→ **Prompt**:
Retype every record that follows, character for character.

.....

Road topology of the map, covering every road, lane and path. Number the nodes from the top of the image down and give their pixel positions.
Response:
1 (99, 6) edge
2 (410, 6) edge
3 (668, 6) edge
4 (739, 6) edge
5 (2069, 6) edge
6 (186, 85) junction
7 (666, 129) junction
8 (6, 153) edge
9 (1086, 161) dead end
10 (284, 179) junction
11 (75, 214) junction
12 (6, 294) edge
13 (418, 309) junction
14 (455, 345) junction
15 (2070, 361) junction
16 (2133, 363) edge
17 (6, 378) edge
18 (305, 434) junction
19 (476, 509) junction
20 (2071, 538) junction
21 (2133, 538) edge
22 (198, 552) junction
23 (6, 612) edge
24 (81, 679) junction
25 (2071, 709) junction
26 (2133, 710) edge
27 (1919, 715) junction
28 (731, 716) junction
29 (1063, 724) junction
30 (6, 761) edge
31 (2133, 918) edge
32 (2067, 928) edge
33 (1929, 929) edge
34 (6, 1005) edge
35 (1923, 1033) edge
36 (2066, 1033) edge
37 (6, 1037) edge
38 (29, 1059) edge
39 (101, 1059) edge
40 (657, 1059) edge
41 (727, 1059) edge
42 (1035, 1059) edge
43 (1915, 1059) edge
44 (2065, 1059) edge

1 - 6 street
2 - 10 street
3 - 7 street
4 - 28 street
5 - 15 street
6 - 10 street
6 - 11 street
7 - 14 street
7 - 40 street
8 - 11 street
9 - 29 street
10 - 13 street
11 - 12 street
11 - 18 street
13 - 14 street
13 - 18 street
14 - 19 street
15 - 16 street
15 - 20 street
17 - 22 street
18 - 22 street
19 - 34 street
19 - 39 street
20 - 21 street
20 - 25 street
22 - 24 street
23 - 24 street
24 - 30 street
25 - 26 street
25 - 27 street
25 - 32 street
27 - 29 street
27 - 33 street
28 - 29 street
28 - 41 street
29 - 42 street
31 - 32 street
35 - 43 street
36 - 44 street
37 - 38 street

.....

→ **Written response**:
Road topology of the map, covering every road, lane and path. Number the nodes from the top of the image down and give their pixel positions.
Response:
1 (99, 6) edge
2 (410, 6) edge
3 (668, 6) edge
4 (739, 6) edge
5 (2069, 6) edge
6 (186, 85) junction
7 (666, 129) junction
8 (6, 153) edge
9 (1086, 161) dead end
10 (284, 179) junction
11 (75, 214) junction
12 (6, 294) edge
13 (418, 309) junction
14 (455, 345) junction
15 (2070, 361) junction
16 (2133, 363) edge
17 (6, 378) edge
18 (305, 434) junction
19 (476, 509) junction
20 (2071, 538) junction
21 (2133, 538) edge
22 (198, 552) junction
23 (6, 612) edge
24 (81, 679) junction
25 (2071, 709) junction
26 (2133, 710) edge
27 (1919, 715) junction
28 (731, 716) junction
29 (1063, 724) junction
30 (6, 761) edge
31 (2133, 918) edge
32 (2067, 928) edge
33 (1929, 929) edge
34 (6, 1005) edge
35 (1923, 1033) edge
36 (2066, 1033) edge
37 (6, 1037) edge
38 (29, 1059) edge
39 (101, 1059) edge
40 (657, 1059) edge
41 (727, 1059) edge
42 (1035, 1059) edge
43 (1915, 1059) edge
44 (2065, 1059) edge

1 - 6 street
2 - 10 street
3 - 7 street
4 - 28 street
5 - 15 street
6 - 10 street
6 - 11 street
7 - 14 street
7 - 40 street
8 - 11 street
9 - 29 street
10 - 13 street
11 - 12 street
11 - 18 street
13 - 14 street
13 - 18 street
14 - 19 street
15 - 16 street
15 - 20 street
17 - 22 street
18 - 22 street
19 - 34 street
19 - 39 street
20 - 21 street
20 - 25 street
22 - 24 street
23 - 24 street
24 - 30 street
25 - 26 street
25 - 27 street
25 - 32 street
27 - 29 street
27 - 33 street
28 - 29 street
28 - 41 street
29 - 42 street
31 - 32 street
35 - 43 street
36 - 44 street
37 - 38 street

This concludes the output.